Son yıllarda Türkiye'de üniversite kontenjanlarında yaşanan düşüş, eğitim yapısında ve sisteminde önemli bir değişim sürecinin habercisi olarak değerlendiriliyor. Bu durum, hem öğrencilerin üniversiteyi tercih etme sebeplerini hem de eğitim sistemimizin geleceğini sorgulamamıza neden oluyor. Eğitim alanında meydana gelen bu değişikliklerin arka planında neler var? Öğrencilerin tercihlerini etkileyen faktörler neler? Bu soruları yanıtlamak amacıyla, üniversite kontenjanlarındaki düşüşün sebeplerini ve sonuçlarını detaylı bir şekilde ele alacağız.
Üniversite kontenjanlarındaki düşüş, son yıllarda dikkat çeken bir olgu haline geldi. YÖK (Yükseköğretim Kurulu) tarafından verilerin sağlandığı raporlara göre, 2023-2024 eğitim yılı için üniversite kontenjanları, bir önceki yıla göre büyük oranda azalmıştır. 2021 yılında 900 binin üzerinde olan toplam kontenjan sayısı, 2023 yılında 800 binin altına düşmüştür. Bu durum, gençlerin eğitim tercihleri konusunda düşündürücü bir veridir. Peki, bu düşüşün altında yatan sebepler neler?

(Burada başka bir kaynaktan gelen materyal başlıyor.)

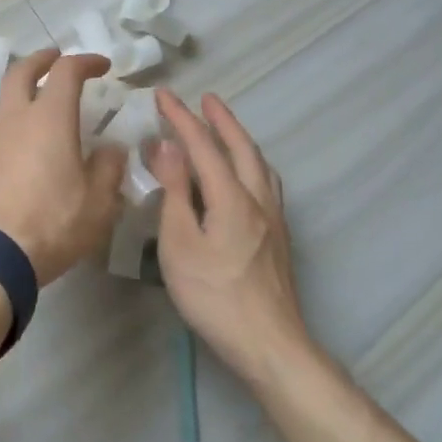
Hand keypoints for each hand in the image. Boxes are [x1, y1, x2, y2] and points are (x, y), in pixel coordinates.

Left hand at [0, 50, 126, 285]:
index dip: (85, 62)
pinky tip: (26, 151)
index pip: (66, 72)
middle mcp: (15, 119)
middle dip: (40, 59)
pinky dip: (14, 126)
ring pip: (6, 102)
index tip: (102, 66)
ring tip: (44, 112)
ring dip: (25, 95)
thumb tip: (111, 149)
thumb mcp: (98, 202)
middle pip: (20, 72)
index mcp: (49, 119)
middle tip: (55, 58)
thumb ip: (108, 169)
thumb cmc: (52, 223)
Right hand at [148, 90, 312, 382]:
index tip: (163, 94)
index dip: (182, 118)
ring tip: (226, 130)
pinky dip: (251, 163)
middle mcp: (258, 201)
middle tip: (206, 98)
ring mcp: (273, 221)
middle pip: (242, 149)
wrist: (270, 346)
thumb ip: (175, 192)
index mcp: (232, 198)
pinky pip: (265, 183)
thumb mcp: (180, 243)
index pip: (204, 146)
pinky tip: (245, 177)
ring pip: (260, 166)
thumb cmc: (214, 296)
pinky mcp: (277, 240)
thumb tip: (167, 146)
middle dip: (222, 120)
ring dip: (241, 140)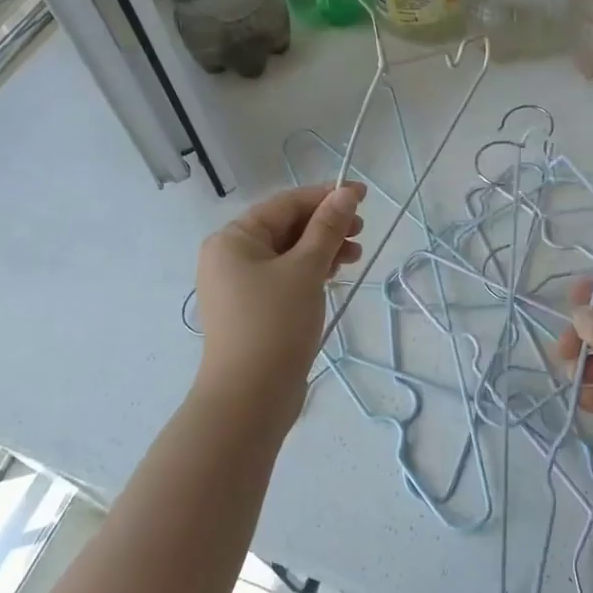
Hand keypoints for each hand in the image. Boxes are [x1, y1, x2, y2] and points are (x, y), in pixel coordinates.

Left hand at [195, 183, 365, 431]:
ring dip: (322, 249)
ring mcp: (239, 286)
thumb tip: (346, 194)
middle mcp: (230, 257)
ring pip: (287, 254)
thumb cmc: (275, 324)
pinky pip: (284, 278)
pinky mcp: (252, 311)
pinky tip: (333, 276)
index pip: (285, 204)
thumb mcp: (306, 269)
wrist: (250, 398)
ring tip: (354, 257)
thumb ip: (327, 228)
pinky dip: (310, 272)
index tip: (362, 196)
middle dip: (325, 225)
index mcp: (233, 239)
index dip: (325, 196)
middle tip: (361, 232)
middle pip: (285, 228)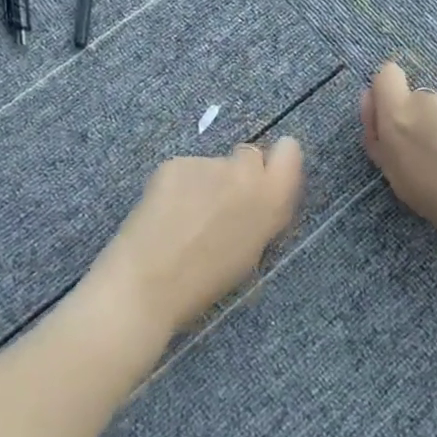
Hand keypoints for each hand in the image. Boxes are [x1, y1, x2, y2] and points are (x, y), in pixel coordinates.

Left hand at [86, 138, 304, 340]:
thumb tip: (257, 199)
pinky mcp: (176, 163)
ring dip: (204, 183)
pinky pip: (184, 170)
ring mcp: (208, 163)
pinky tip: (163, 213)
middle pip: (249, 156)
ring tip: (183, 219)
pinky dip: (177, 186)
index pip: (290, 152)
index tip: (262, 181)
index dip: (276, 163)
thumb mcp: (249, 253)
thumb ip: (261, 216)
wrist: (146, 285)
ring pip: (212, 165)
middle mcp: (245, 172)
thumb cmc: (203, 284)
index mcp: (271, 200)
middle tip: (218, 205)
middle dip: (237, 174)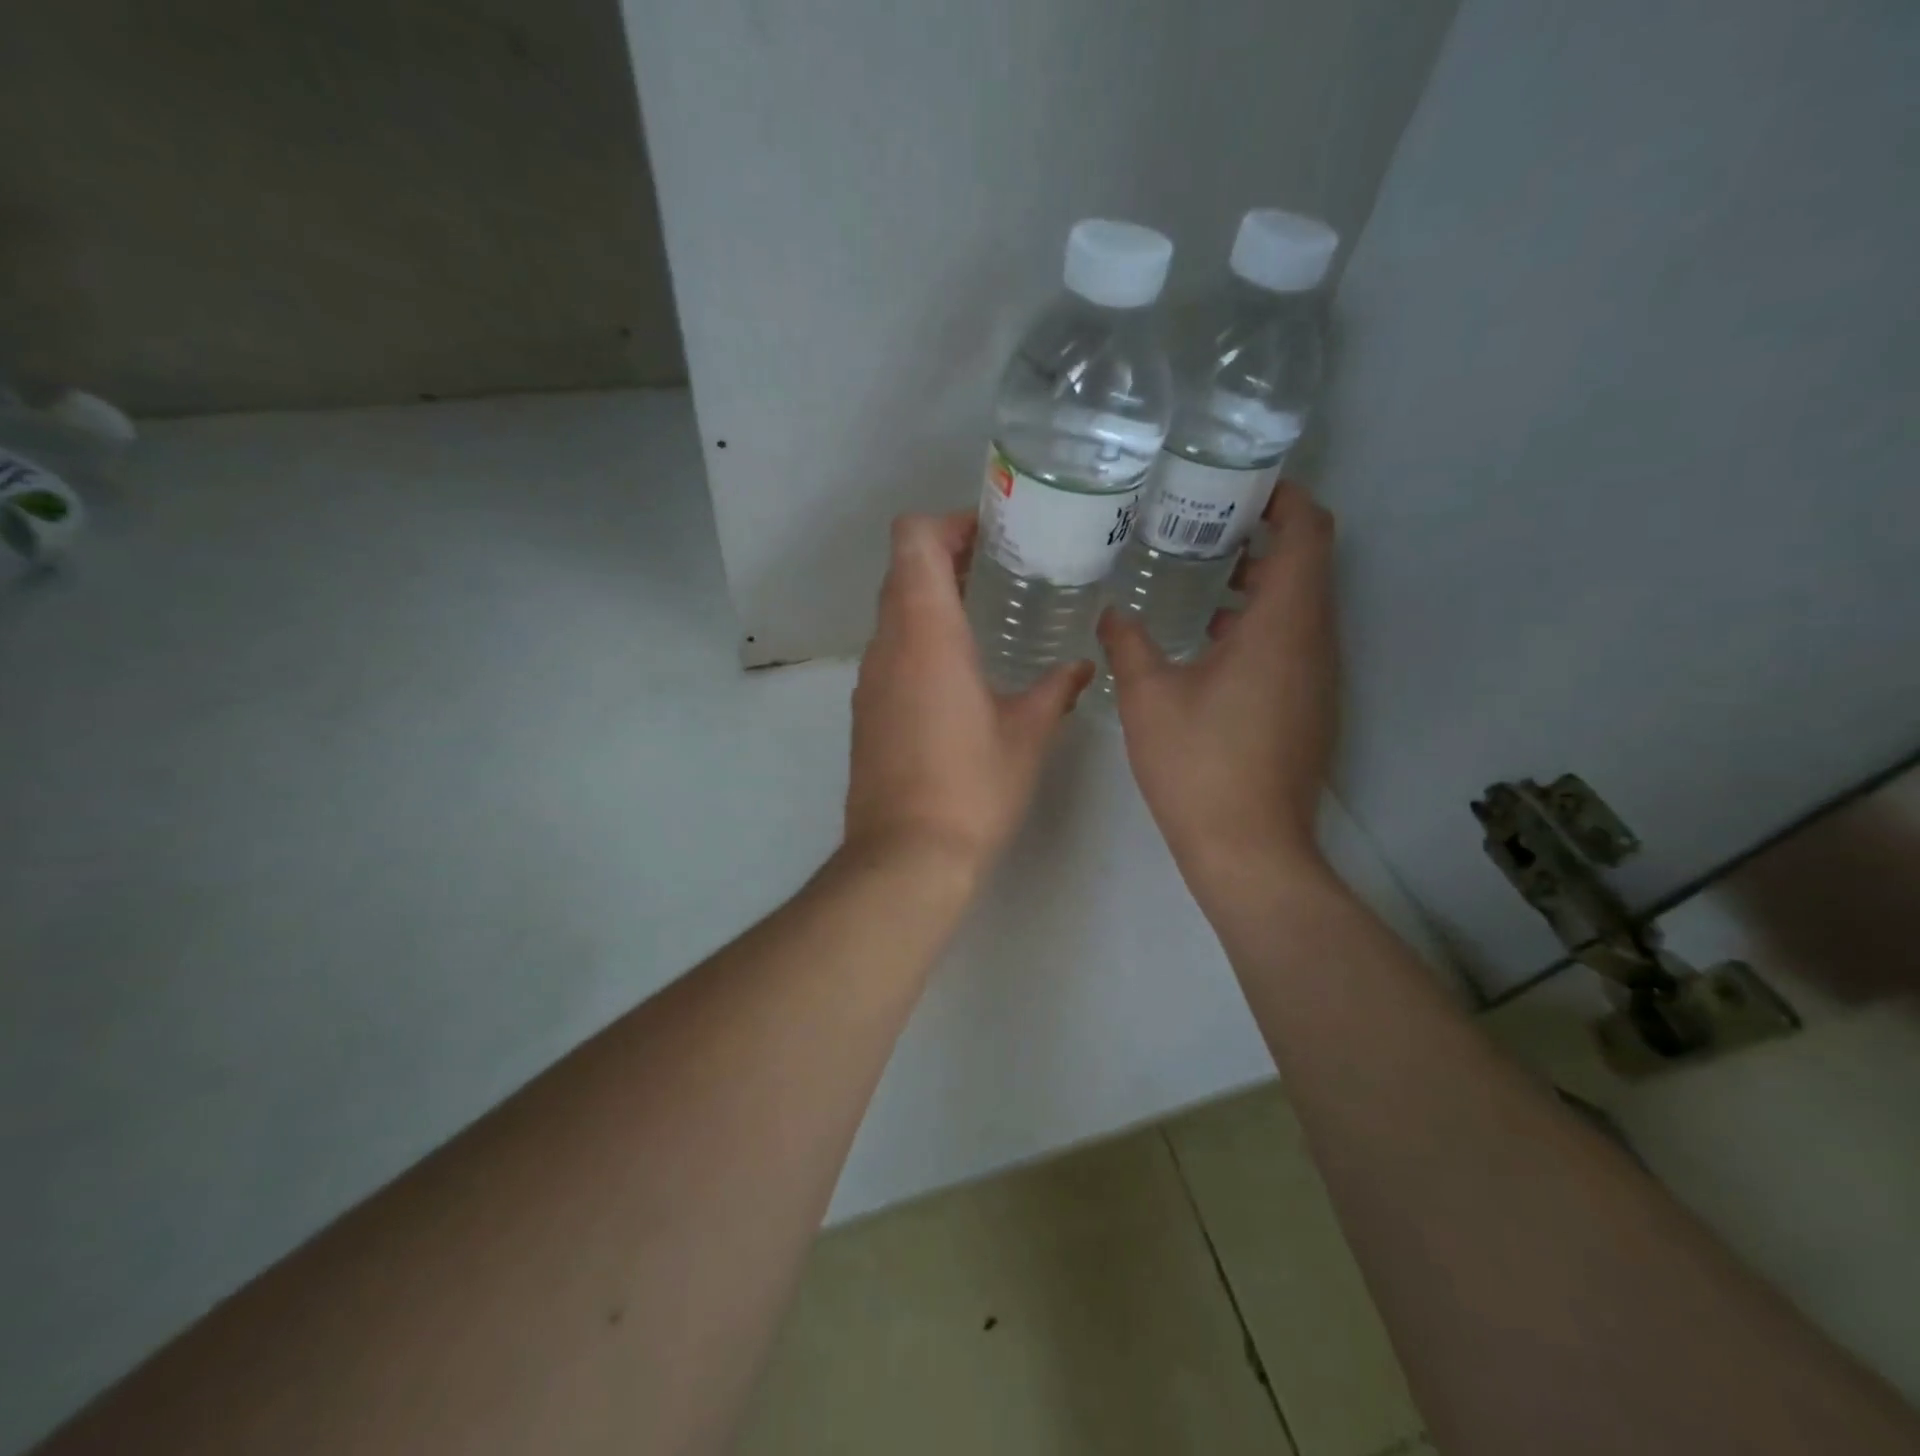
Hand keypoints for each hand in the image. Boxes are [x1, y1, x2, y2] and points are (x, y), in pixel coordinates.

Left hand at [845, 512, 1092, 874]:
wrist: (906, 856)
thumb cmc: (972, 787)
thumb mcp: (1027, 734)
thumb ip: (1056, 690)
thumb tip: (1083, 669)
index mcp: (927, 633)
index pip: (913, 540)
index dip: (948, 523)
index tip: (990, 535)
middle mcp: (888, 645)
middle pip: (901, 570)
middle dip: (946, 557)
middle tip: (998, 568)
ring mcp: (870, 679)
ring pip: (893, 611)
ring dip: (931, 599)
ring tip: (983, 614)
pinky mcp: (866, 711)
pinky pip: (889, 651)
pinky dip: (919, 639)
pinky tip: (958, 671)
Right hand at [1099, 482, 1338, 895]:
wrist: (1250, 849)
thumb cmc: (1199, 765)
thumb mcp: (1148, 698)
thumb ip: (1129, 643)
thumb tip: (1112, 612)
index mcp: (1282, 626)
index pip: (1309, 532)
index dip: (1284, 498)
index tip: (1239, 485)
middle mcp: (1315, 642)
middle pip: (1308, 564)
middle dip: (1263, 536)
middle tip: (1203, 523)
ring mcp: (1319, 678)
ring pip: (1301, 606)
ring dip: (1260, 584)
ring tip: (1201, 575)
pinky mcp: (1311, 706)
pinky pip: (1295, 643)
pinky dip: (1262, 624)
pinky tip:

Birinci faktör, ülke genelindeki demografik değişimlerdir. Türkiye’de doğurganlık oranlarının düşmesi ve nüfusun yaşlanması, üniversiteye eğitim görmek isteyen öğrenci sayısını doğrudan etkilemiştir. İkinci olarak, üniversite eğitiminin maliyetinin artması da öğrencilerin tercihlerinde değişikliklere yol açmaktadır. Üniversitelerdeki harçların ve yaşam maliyetlerinin artması, birçok öğrenciyi farklı meslek yollarına yönlendirmeye itiyor. Ayrıca, bazı bölümlerin istihdam olanaklarının kısıtlı olması, birçok öğrencinin tercihlerini başka alanlara kaydırmasına neden olmuştur.
Öğrencilerin üniversite tercihlerini etkileyen bir diğer önemli faktör, eğitim sistemindeki yapısal değişikliklerdir. 2023 yılında Türkiye’de uygulamaya alınan yeni sınav sistemi, üniversiteye giriş koşullarını değiştirmiştir. Özellikle, LGS (Liselere Geçiş Sistemi) ve YKS (Yükseköğretim Kurumları Sınavı) arasındaki geçiş süreçleri, öğrenci sayısını ve eğilimlerini değiştirmiştir. Yeni sistem, bazı öğrenci gruplarının üniversiteye yönelmesini engelleyebilirken, bazıları için fırsatlar doğurmuştur.
Ayrıca, lisans programları için ortaya konulan kalite kriterleri, bazı üniversitelerin kontenjanlarının kısıtlanmasına neden olmuştur. Yükseköğretim Kurulu, bazı bölümlerin düşük doluluk oranları sebebiyle kapatılmasını veya kontenjanlarının azaltılmasını gündeme almıştır. Bunun yanı sıra, bazı üniversiteler, tercih edilebilirliği artırmak için yeni projelerin geliştirilmesine odaklanmaktadır. Ancak genel trend, kontenjanların azalması yönünde ilerlemektedir.
Sonuç olarak, Türkiye'de üniversite kontenjanlarında yaşanan düşüş, çok yönlü bir etkileşim sürecinin sonucudur. Eğitim kalitesinin artırılmasına yönelik atılan adımlar, gelecekte daha nitelikli bir eğitim sisteminin oluşmasına olanak tanıyabilir. Ancak, bu sürecin hem öğrenci hem de üniversiteler açısından nasıl bir denge sağlanacağı, dikkatle izlenmesi gereken bir konu olacak. Eğitim sisteminin politikalarındaki değişiklikler ve öğrenci yönelimleri, önümüzdeki yıllarda daha net bir tablo sunacaktır. Öğrencilerin bu süreçte yaşadığı zorluklar ve fırsatlar, bir ülkenin geleceğinde eğitim sisteminin ne denli önemli olduğunu göstermektedir.